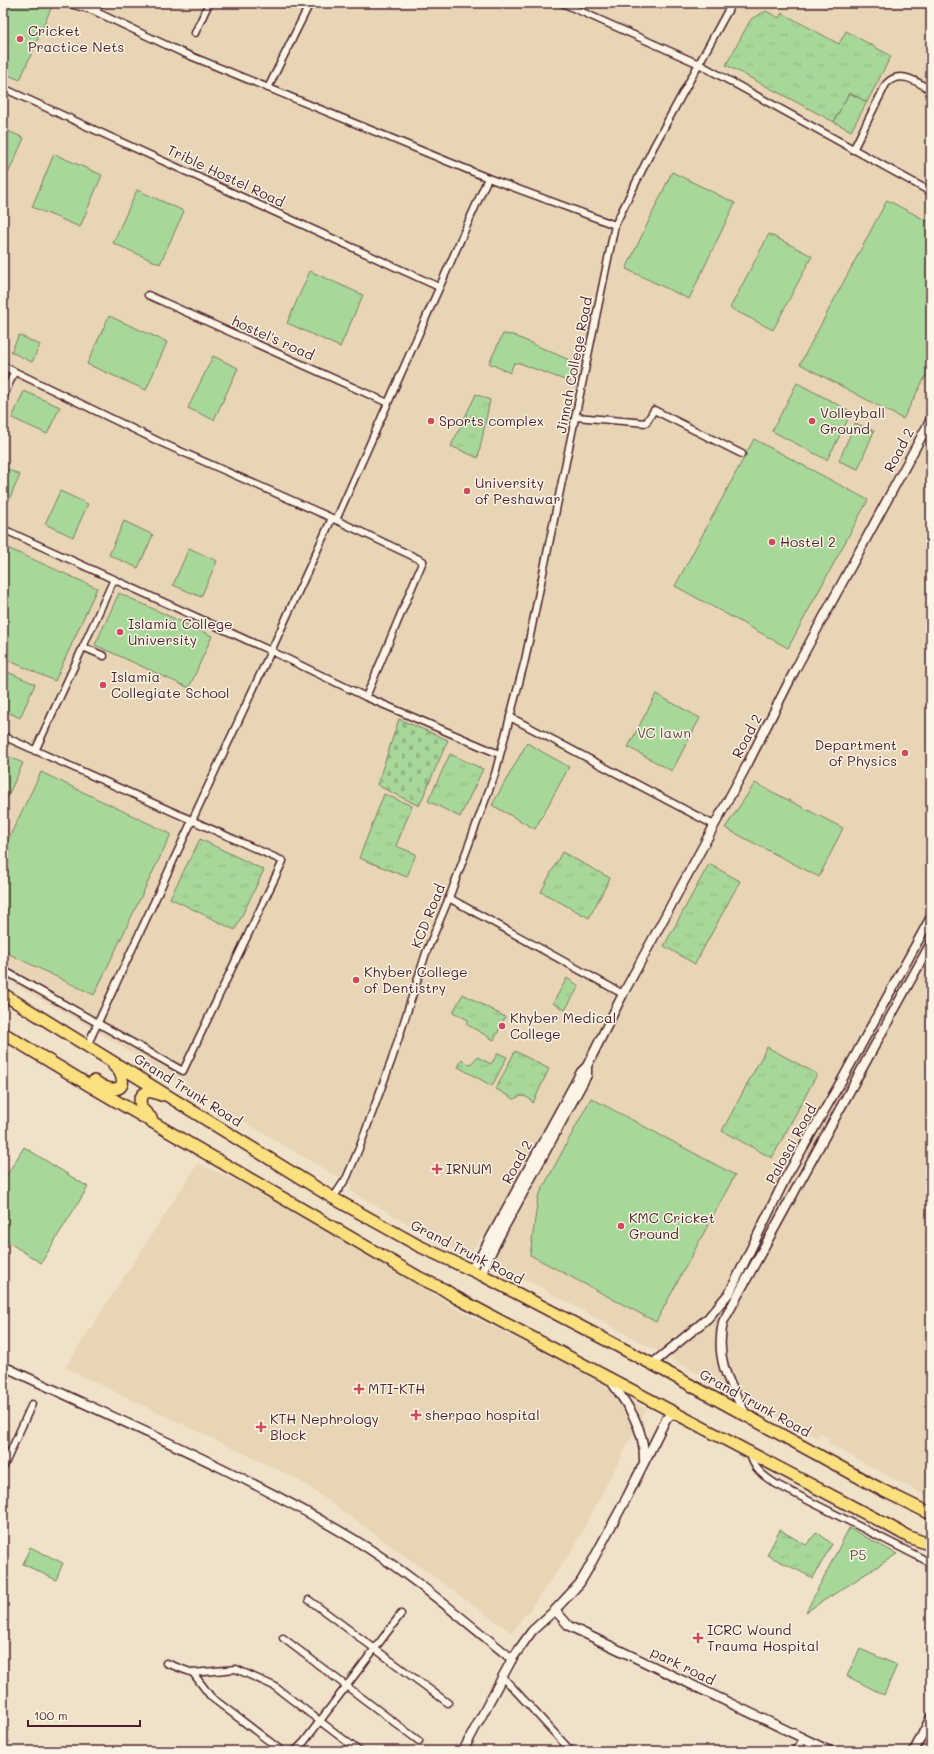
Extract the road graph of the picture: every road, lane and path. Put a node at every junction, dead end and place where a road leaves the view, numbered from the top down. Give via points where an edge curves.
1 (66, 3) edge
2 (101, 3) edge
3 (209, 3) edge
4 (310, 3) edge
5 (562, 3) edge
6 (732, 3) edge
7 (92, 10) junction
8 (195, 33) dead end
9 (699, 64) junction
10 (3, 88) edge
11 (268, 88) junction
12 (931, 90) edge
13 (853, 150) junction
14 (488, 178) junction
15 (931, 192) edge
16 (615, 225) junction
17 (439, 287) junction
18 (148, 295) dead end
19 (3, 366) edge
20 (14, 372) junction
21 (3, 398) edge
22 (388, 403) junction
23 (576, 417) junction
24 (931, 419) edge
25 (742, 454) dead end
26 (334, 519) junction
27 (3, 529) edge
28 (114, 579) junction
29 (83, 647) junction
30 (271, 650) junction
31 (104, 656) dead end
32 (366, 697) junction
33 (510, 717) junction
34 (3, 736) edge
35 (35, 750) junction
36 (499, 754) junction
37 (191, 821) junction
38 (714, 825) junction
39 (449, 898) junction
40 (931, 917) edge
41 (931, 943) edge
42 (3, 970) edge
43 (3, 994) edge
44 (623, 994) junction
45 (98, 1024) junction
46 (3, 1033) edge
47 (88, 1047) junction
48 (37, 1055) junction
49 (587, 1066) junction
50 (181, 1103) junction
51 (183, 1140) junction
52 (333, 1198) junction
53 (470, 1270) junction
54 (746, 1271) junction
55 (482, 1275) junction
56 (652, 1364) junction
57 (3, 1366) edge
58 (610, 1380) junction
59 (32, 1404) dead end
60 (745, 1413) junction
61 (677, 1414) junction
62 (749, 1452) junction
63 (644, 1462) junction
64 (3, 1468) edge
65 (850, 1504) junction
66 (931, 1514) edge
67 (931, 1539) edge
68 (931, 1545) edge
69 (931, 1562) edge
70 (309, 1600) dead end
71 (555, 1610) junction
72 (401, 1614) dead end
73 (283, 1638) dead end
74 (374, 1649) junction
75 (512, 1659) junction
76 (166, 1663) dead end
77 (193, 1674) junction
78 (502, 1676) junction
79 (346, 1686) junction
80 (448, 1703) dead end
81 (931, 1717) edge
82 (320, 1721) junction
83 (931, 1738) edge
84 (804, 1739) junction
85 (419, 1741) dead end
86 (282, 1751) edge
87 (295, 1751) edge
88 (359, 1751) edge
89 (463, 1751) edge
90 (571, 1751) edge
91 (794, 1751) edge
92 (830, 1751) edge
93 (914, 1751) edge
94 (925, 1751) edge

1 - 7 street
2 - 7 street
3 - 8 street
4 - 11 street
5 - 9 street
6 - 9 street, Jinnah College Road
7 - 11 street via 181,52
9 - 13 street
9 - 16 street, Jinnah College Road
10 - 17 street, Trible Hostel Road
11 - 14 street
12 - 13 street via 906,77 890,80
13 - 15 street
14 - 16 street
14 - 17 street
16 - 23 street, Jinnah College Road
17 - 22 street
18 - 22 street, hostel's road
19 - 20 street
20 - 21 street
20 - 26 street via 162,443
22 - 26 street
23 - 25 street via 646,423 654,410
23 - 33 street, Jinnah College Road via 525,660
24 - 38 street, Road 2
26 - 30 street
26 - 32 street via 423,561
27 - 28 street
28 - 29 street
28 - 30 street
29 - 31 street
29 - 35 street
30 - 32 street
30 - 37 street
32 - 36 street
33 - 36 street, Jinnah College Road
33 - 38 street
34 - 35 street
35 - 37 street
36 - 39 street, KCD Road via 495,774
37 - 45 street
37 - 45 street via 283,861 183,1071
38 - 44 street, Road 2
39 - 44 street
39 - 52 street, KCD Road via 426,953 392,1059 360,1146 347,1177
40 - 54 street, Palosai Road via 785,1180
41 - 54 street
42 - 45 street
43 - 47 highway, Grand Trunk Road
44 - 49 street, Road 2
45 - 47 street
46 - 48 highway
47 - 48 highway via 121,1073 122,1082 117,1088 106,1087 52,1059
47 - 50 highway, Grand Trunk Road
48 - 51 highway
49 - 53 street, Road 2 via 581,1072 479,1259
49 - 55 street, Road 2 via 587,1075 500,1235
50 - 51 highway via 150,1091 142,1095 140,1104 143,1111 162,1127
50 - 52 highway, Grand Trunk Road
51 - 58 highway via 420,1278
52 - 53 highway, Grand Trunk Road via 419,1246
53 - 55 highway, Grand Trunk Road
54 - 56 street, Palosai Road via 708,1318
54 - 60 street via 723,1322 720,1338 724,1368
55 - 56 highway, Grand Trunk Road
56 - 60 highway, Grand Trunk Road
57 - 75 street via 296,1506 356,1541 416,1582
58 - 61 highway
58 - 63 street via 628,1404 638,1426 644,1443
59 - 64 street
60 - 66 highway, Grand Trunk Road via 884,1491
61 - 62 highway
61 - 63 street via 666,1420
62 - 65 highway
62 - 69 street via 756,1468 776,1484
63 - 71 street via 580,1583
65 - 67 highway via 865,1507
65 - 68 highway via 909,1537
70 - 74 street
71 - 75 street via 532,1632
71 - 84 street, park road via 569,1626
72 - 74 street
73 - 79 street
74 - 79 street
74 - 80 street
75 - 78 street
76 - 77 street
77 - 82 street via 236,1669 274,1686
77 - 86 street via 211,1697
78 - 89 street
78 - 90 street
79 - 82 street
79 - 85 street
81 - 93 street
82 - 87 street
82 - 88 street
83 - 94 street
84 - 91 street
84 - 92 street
______________________________
Reprint each of the records exactly and skip the images.

__WRITTEN SOLUTION__.
Extract the road graph of the picture: every road, lane and path. Put a node at every junction, dead end and place where a road leaves the view, numbered from the top down. Give via points where an edge curves.
1 (66, 3) edge
2 (101, 3) edge
3 (209, 3) edge
4 (310, 3) edge
5 (562, 3) edge
6 (732, 3) edge
7 (92, 10) junction
8 (195, 33) dead end
9 (699, 64) junction
10 (3, 88) edge
11 (268, 88) junction
12 (931, 90) edge
13 (853, 150) junction
14 (488, 178) junction
15 (931, 192) edge
16 (615, 225) junction
17 (439, 287) junction
18 (148, 295) dead end
19 (3, 366) edge
20 (14, 372) junction
21 (3, 398) edge
22 (388, 403) junction
23 (576, 417) junction
24 (931, 419) edge
25 (742, 454) dead end
26 (334, 519) junction
27 (3, 529) edge
28 (114, 579) junction
29 (83, 647) junction
30 (271, 650) junction
31 (104, 656) dead end
32 (366, 697) junction
33 (510, 717) junction
34 (3, 736) edge
35 (35, 750) junction
36 (499, 754) junction
37 (191, 821) junction
38 (714, 825) junction
39 (449, 898) junction
40 (931, 917) edge
41 (931, 943) edge
42 (3, 970) edge
43 (3, 994) edge
44 (623, 994) junction
45 (98, 1024) junction
46 (3, 1033) edge
47 (88, 1047) junction
48 (37, 1055) junction
49 (587, 1066) junction
50 (181, 1103) junction
51 (183, 1140) junction
52 (333, 1198) junction
53 (470, 1270) junction
54 (746, 1271) junction
55 (482, 1275) junction
56 (652, 1364) junction
57 (3, 1366) edge
58 (610, 1380) junction
59 (32, 1404) dead end
60 (745, 1413) junction
61 (677, 1414) junction
62 (749, 1452) junction
63 (644, 1462) junction
64 (3, 1468) edge
65 (850, 1504) junction
66 (931, 1514) edge
67 (931, 1539) edge
68 (931, 1545) edge
69 (931, 1562) edge
70 (309, 1600) dead end
71 (555, 1610) junction
72 (401, 1614) dead end
73 (283, 1638) dead end
74 (374, 1649) junction
75 (512, 1659) junction
76 (166, 1663) dead end
77 (193, 1674) junction
78 (502, 1676) junction
79 (346, 1686) junction
80 (448, 1703) dead end
81 (931, 1717) edge
82 (320, 1721) junction
83 (931, 1738) edge
84 (804, 1739) junction
85 (419, 1741) dead end
86 (282, 1751) edge
87 (295, 1751) edge
88 (359, 1751) edge
89 (463, 1751) edge
90 (571, 1751) edge
91 (794, 1751) edge
92 (830, 1751) edge
93 (914, 1751) edge
94 (925, 1751) edge

1 - 7 street
2 - 7 street
3 - 8 street
4 - 11 street
5 - 9 street
6 - 9 street, Jinnah College Road
7 - 11 street via 181,52
9 - 13 street
9 - 16 street, Jinnah College Road
10 - 17 street, Trible Hostel Road
11 - 14 street
12 - 13 street via 906,77 890,80
13 - 15 street
14 - 16 street
14 - 17 street
16 - 23 street, Jinnah College Road
17 - 22 street
18 - 22 street, hostel's road
19 - 20 street
20 - 21 street
20 - 26 street via 162,443
22 - 26 street
23 - 25 street via 646,423 654,410
23 - 33 street, Jinnah College Road via 525,660
24 - 38 street, Road 2
26 - 30 street
26 - 32 street via 423,561
27 - 28 street
28 - 29 street
28 - 30 street
29 - 31 street
29 - 35 street
30 - 32 street
30 - 37 street
32 - 36 street
33 - 36 street, Jinnah College Road
33 - 38 street
34 - 35 street
35 - 37 street
36 - 39 street, KCD Road via 495,774
37 - 45 street
37 - 45 street via 283,861 183,1071
38 - 44 street, Road 2
39 - 44 street
39 - 52 street, KCD Road via 426,953 392,1059 360,1146 347,1177
40 - 54 street, Palosai Road via 785,1180
41 - 54 street
42 - 45 street
43 - 47 highway, Grand Trunk Road
44 - 49 street, Road 2
45 - 47 street
46 - 48 highway
47 - 48 highway via 121,1073 122,1082 117,1088 106,1087 52,1059
47 - 50 highway, Grand Trunk Road
48 - 51 highway
49 - 53 street, Road 2 via 581,1072 479,1259
49 - 55 street, Road 2 via 587,1075 500,1235
50 - 51 highway via 150,1091 142,1095 140,1104 143,1111 162,1127
50 - 52 highway, Grand Trunk Road
51 - 58 highway via 420,1278
52 - 53 highway, Grand Trunk Road via 419,1246
53 - 55 highway, Grand Trunk Road
54 - 56 street, Palosai Road via 708,1318
54 - 60 street via 723,1322 720,1338 724,1368
55 - 56 highway, Grand Trunk Road
56 - 60 highway, Grand Trunk Road
57 - 75 street via 296,1506 356,1541 416,1582
58 - 61 highway
58 - 63 street via 628,1404 638,1426 644,1443
59 - 64 street
60 - 66 highway, Grand Trunk Road via 884,1491
61 - 62 highway
61 - 63 street via 666,1420
62 - 65 highway
62 - 69 street via 756,1468 776,1484
63 - 71 street via 580,1583
65 - 67 highway via 865,1507
65 - 68 highway via 909,1537
70 - 74 street
71 - 75 street via 532,1632
71 - 84 street, park road via 569,1626
72 - 74 street
73 - 79 street
74 - 79 street
74 - 80 street
75 - 78 street
76 - 77 street
77 - 82 street via 236,1669 274,1686
77 - 86 street via 211,1697
78 - 89 street
78 - 90 street
79 - 82 street
79 - 85 street
81 - 93 street
82 - 87 street
82 - 88 street
83 - 94 street
84 - 91 street
84 - 92 street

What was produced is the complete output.